We live in a world where not many people have skin in the game. There are very few things a typical person can do at their job which would put their home, their life savings, and the well-being of their children at risk. Real estate development exists on a different plane of reality.
Personal guarantees are filled with lots of boilerplate and legalese, but at their essence they say: “screw this up, and we have the right to destroy you.”
Development deals are so complex, there is so much capital required, there is so much risk, and there are so many ways a developer could mess it up… it kind of makes sense that the developer must essentially sign their life away. Remember, a single project has hundreds of people (who are not the developer) and millions of dollars (which don’t belong to the developer) at risk.

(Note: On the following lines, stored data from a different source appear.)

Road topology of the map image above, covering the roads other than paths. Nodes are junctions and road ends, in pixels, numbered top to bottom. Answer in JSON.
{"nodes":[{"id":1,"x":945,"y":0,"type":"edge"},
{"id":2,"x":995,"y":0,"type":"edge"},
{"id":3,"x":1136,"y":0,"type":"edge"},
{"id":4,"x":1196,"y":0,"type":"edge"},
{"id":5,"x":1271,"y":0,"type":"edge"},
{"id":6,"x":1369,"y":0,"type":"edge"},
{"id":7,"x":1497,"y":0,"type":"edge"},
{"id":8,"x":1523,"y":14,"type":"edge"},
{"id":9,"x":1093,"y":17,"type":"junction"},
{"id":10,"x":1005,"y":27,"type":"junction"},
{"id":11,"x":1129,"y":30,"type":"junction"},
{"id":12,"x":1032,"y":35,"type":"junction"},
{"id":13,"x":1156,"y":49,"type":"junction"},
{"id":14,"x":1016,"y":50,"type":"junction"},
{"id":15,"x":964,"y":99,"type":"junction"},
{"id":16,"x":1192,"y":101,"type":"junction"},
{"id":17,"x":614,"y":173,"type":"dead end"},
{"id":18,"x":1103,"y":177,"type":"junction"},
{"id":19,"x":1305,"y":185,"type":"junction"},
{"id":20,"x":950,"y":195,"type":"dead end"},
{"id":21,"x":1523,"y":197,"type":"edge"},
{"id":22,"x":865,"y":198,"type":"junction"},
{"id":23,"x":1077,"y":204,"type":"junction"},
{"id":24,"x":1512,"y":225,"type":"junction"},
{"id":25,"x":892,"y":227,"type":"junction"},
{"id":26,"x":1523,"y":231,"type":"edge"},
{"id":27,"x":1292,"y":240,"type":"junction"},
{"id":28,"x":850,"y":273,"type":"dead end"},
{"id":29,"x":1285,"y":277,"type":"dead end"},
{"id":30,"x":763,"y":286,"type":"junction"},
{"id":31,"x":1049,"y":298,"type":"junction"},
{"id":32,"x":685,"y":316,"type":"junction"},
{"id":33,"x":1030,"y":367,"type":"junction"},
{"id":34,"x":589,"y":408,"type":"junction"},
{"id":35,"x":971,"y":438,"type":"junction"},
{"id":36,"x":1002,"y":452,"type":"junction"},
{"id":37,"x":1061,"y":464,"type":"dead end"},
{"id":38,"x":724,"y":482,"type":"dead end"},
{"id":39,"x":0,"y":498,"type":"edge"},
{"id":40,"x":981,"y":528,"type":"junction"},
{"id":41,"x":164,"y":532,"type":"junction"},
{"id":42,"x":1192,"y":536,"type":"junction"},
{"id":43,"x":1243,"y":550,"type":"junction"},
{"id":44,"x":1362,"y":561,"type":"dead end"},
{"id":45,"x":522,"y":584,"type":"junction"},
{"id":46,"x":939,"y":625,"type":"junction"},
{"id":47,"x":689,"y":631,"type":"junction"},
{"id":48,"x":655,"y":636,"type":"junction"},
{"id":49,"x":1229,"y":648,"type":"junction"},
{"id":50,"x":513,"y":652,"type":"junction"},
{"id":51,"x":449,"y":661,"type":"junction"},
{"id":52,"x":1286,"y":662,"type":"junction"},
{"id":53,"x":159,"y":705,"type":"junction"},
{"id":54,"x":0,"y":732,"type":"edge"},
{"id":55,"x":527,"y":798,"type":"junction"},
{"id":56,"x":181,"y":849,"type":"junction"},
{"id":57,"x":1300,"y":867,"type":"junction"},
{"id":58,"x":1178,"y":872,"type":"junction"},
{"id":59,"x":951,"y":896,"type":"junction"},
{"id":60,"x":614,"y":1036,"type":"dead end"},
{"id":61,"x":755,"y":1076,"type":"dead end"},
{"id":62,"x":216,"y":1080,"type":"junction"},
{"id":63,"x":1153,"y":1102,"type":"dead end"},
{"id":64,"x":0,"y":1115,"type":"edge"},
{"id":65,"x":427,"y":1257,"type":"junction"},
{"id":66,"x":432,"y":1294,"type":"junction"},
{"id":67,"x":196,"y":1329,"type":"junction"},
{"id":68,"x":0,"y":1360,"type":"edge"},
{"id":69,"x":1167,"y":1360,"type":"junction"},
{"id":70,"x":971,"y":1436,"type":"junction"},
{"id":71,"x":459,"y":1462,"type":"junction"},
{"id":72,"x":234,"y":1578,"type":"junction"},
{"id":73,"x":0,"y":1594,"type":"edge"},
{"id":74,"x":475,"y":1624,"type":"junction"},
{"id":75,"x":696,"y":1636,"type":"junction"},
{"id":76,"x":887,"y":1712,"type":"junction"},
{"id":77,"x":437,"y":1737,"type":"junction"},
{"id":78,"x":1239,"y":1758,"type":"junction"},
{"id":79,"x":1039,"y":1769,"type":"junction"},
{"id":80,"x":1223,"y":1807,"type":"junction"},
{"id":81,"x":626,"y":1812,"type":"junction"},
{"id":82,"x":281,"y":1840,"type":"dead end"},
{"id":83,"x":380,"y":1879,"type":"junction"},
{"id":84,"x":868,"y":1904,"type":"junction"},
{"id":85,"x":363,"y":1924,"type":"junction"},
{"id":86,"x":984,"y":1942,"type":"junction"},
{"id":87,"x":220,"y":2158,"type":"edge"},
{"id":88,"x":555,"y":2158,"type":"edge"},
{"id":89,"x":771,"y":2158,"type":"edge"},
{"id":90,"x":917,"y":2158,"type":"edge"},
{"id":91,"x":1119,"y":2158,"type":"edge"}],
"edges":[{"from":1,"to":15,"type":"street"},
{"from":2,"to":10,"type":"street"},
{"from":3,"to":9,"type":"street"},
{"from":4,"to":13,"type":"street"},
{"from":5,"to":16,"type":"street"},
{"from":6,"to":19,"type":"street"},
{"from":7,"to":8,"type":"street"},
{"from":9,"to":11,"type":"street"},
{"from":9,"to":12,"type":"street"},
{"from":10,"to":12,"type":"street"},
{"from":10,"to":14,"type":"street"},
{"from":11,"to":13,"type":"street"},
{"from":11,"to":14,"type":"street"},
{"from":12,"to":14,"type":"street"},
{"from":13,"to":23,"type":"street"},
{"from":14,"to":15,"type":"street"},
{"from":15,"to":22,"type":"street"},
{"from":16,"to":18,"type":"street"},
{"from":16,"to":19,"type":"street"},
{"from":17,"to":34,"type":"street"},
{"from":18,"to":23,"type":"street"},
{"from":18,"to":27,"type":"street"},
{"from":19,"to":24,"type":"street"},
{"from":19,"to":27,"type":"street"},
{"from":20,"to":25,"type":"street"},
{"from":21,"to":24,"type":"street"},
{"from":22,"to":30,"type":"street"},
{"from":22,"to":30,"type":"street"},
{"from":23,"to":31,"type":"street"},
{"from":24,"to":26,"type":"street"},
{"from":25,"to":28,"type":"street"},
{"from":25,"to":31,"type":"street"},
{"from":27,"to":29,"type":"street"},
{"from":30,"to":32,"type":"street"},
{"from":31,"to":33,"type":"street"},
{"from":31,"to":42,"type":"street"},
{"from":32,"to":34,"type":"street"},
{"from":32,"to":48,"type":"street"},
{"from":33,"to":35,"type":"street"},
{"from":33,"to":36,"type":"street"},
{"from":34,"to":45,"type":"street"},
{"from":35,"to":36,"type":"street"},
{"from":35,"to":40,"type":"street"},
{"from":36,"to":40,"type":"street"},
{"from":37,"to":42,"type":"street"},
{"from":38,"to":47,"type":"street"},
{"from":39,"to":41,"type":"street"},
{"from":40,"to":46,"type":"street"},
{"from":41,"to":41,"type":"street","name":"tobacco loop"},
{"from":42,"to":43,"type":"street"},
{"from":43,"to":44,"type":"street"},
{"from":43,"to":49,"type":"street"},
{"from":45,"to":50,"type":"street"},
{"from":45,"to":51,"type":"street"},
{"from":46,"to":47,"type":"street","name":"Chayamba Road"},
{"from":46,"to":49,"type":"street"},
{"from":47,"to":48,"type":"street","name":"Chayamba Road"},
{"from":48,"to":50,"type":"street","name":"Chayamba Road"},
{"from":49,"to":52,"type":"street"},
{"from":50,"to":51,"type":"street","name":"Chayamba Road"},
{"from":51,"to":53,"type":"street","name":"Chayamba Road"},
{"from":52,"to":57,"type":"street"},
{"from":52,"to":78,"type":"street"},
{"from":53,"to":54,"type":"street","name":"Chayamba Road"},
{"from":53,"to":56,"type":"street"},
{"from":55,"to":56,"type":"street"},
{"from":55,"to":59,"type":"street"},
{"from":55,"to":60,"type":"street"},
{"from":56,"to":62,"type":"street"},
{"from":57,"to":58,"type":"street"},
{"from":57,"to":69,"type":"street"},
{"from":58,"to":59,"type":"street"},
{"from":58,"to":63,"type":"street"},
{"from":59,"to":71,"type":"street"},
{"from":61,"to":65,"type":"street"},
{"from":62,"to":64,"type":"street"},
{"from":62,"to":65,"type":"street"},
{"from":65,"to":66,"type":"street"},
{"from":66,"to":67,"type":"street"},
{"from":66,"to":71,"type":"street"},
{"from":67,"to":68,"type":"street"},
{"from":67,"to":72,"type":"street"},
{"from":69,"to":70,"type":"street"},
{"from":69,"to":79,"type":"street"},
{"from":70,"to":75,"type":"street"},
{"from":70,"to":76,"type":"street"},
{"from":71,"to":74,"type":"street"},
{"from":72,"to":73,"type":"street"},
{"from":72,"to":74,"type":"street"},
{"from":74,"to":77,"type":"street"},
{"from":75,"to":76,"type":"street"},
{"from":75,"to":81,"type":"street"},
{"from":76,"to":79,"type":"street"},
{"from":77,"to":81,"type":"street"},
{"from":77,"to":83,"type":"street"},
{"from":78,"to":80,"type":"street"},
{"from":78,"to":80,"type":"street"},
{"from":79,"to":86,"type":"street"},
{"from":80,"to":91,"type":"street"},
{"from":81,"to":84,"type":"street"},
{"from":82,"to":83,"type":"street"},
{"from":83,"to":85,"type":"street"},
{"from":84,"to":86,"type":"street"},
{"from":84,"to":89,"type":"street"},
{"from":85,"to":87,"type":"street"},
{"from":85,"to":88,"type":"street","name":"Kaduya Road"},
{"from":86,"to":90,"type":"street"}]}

Investors, banks, and regulators could try to endlessly micromanage a developer, spending lots of resources on managers to manage the managers… or they can simply hang a sword of Damocles over the developer’s head. This simple trade is at the heart of business: If you shoulder the full risk, you might just reap the full reward.
It’s part of what keeps a developer focused, and running as fast as they can toward the end goal for each project.
A special shout-out to Jonah Brown at Oakbank Capital for providing comments on this article, and for helping me avoid embarrassing mistakes. The stakes are low when you’re writing for people on Substack, but they can be huge when you’re dealing with debt and guarantees in real life. If you’re looking for debt advisory services, I highly recommend reaching out to Jonah’s team.
In The News
On November 22nd, Federal Housing Minister Sean Fraser sent a letter to Toronto’s mayor, Olivia Chow. It’s worth posting in full.


Cities across Canada can apply for money from the federal government’s Housing Accelerator Fund. Toronto had submitted an application, and held a follow up meeting with CMHC staff and the Minister to discuss the details. It sounds like Minister Fraser was not impressed with what city staff put forward, and he provided a list of eight items that he wanted to see in a revised application. These include taller building heights, more density, faster permits, and more as-of-right zoning across the city.
Mayor Chow, to her credit, has indicated that she is enthusiastic about making these changes, and she believes Council will support them. The devil is in the details, of course. Whether or not these changes lead to more approvals will depend on the implementing regulations. Toronto’s planning department has made a large number of reforms in past several years, such as loosening restrictions around laneway housing, garden suites, and multiplex buildings. Unfortunately, these changes have led to very few new housing units, mostly due to regulatory complexity and poor financial feasibility of what’s allowed to be built.
That’s a wrap.
I wish you all a great December. Happy Hanukkah to those who are celebrating this week, and a peaceful holiday season to all.